All you have to do is stop occasionally and take three to five mindful breaths. You don’t have to strain to concentrate on your breathing, but rather just pay attention to it.

Mindful breathing also has other benefits. It reminds us of what we’re trying to accomplish through our meditation practice, and it brings us back to the present moment, which is where reality is always taking place. You may want to post a reminder note somewhere you’ll see it throughout the day because it’s easy to forget.

Mindful Walking

Practicing mindful walking is also very easy. Most of us do a great deal of walking through our daily activities: at home, work, school, or when tending to our family’s needs. These are all wonderful opportunities to practice mindfulness, instead of allowing ourselves to get lost in our thoughts, many of which are either worrying or simply rehashing the same thoughts repeatedly.

When doing mindful walking, we generally walk more slowly than usual.
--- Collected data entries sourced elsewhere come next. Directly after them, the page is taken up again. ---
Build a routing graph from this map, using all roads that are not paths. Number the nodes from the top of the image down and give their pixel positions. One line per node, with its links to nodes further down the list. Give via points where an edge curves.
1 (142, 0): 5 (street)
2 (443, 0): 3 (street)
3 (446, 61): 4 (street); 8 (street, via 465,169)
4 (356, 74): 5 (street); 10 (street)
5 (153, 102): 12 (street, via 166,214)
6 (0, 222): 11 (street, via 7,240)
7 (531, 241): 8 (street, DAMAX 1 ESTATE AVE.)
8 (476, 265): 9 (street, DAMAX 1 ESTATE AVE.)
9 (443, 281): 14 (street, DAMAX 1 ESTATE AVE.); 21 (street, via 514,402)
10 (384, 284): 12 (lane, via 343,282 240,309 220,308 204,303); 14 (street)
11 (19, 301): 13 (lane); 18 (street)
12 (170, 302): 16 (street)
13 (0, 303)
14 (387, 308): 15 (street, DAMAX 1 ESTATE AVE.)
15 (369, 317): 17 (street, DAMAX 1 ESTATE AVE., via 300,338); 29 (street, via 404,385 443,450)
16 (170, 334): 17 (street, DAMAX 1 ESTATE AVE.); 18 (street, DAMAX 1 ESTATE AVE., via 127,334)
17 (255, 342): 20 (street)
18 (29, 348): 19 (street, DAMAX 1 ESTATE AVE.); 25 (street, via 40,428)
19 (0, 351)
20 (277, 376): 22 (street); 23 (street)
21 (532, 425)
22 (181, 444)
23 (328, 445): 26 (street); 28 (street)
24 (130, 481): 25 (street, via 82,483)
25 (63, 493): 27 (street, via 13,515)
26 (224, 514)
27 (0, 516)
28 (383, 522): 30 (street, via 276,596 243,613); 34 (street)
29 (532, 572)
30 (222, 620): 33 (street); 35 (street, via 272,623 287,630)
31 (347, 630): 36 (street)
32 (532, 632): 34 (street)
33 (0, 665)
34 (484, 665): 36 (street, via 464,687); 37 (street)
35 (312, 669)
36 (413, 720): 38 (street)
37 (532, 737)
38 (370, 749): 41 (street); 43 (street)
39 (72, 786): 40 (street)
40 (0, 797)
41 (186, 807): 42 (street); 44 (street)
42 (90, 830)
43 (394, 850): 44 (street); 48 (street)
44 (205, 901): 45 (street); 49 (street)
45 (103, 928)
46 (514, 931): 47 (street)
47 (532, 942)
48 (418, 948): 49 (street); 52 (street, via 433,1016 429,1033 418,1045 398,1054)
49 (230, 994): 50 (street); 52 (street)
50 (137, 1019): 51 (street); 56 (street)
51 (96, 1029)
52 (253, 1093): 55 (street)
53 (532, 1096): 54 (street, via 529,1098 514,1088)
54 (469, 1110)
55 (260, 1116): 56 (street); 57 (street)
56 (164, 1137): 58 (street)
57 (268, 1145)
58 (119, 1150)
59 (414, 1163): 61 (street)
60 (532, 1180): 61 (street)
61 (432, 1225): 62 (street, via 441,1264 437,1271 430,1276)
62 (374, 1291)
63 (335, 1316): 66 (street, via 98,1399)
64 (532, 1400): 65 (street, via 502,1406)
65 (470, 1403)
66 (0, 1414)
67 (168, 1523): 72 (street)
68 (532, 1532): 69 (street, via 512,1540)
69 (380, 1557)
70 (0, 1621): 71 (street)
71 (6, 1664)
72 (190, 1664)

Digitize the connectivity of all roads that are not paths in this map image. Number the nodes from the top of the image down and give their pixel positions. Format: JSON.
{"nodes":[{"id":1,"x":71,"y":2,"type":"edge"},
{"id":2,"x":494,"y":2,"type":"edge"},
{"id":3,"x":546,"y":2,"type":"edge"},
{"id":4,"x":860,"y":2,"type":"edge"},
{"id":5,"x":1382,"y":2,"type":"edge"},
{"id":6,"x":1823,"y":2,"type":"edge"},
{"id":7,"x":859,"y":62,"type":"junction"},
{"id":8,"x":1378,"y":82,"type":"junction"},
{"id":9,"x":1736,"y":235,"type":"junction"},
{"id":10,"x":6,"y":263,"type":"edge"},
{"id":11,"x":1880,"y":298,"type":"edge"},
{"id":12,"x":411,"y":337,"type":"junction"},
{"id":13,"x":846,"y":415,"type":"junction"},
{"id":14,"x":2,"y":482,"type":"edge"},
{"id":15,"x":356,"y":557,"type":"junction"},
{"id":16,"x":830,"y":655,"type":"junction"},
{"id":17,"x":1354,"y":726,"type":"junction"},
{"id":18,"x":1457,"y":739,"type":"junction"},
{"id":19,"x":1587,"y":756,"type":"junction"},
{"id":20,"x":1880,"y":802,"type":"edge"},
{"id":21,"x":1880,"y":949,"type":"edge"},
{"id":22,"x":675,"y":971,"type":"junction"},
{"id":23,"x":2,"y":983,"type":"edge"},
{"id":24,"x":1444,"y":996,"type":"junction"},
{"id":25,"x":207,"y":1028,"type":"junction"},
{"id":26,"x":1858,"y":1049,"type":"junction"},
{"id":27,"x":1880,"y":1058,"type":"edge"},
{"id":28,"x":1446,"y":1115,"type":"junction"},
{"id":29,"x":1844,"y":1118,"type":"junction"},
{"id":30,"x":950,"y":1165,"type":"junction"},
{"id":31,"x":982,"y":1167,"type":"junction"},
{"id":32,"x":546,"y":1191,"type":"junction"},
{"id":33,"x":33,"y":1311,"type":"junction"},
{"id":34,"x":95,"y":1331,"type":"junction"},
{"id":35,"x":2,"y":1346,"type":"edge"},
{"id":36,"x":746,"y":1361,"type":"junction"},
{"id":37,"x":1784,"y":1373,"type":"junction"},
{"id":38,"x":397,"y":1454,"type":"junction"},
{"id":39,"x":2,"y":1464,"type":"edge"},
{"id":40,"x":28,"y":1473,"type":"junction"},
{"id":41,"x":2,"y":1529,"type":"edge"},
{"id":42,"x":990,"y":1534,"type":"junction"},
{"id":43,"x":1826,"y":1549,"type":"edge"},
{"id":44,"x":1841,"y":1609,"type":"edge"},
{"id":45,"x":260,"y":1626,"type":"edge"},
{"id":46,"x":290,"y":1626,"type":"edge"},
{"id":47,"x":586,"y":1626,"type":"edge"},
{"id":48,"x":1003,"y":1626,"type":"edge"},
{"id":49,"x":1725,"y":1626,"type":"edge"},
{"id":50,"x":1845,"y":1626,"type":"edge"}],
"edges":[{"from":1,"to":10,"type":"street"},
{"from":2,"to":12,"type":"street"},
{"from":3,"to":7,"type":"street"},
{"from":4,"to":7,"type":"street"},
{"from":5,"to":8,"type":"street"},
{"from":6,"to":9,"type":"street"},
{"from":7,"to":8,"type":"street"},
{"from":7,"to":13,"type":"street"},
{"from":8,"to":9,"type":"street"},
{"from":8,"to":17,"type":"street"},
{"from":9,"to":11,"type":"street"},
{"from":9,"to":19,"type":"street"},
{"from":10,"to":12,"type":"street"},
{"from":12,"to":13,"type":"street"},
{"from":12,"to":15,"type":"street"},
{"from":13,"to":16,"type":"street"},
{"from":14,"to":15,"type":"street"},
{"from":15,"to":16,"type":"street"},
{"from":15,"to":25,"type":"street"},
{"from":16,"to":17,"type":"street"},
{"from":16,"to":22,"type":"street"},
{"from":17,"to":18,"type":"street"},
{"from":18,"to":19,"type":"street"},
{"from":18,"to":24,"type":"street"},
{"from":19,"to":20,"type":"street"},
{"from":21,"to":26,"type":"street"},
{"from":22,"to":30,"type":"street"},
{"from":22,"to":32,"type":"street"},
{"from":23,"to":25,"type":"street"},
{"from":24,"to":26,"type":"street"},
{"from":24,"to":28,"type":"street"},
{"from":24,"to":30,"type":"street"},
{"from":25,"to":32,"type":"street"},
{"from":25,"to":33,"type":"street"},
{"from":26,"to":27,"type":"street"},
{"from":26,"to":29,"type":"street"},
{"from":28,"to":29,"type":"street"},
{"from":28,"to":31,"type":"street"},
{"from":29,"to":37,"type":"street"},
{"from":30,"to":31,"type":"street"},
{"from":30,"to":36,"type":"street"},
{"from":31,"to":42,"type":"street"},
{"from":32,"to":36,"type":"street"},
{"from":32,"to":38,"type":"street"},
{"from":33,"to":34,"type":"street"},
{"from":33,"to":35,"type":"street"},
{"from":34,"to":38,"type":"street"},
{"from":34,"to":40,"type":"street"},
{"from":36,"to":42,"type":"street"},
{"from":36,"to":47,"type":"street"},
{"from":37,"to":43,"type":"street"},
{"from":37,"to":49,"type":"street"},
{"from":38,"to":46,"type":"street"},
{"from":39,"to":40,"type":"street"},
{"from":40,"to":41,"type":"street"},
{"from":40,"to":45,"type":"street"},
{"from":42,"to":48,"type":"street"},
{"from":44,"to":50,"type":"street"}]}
Make your walking a smooth and continuous movement, while being mindful of each step. This can have a tremendous calming effect because it forces your mind to slow down.

As with mindful breathing, simply pay attention to your walking. With each mindful step, observe the sensation on your feet, the contraction of the muscles in your legs, or even the sensations of your clothes against your skin. Not only will this calm your mind, but it will also help you return to the present moment.

One of the best opportunities to practice mindful walking is to and from our vehicles. This is usually a time when we let our minds drift, or we get on our cell phones. Instead, why not use that time to practice mindful walking? You can even do a walking meditation session for a few minutes in a park or another quiet place.

Summary

An agitated mind can make it extremely difficult to sit and meditate for any length of time. Fortunately, there are some simple solutions. Once we become aware of the sources of our agitation, we can take measures to eliminate them. The main sources of mental agitation are: too many commitments, background noise, painful memories, and worrying.

To reduce some of the activities that are over-stimulating your mind, you can make a list of them and prioritize them according to how much they truly contribute to your and your family’s happiness and well-being. Then eliminate those activities that have low priority. Remember that your presence is important to your loved ones’ happiness, and you cannot be fully present if your mind is agitated.

When you incorporate mindful breathing and mindful walking into your daily routine, it will be a major step toward taking control of your mind by improving your ability to concentrate and staying in the present moment. They will help you tremendously in calming your mind, making it much easier to sit and meditate, which will calm your mind further. Your life will become much more enjoyable because you will stop the mental agitation that is robbing you of your peace and serenity, and the harmony in your relationships.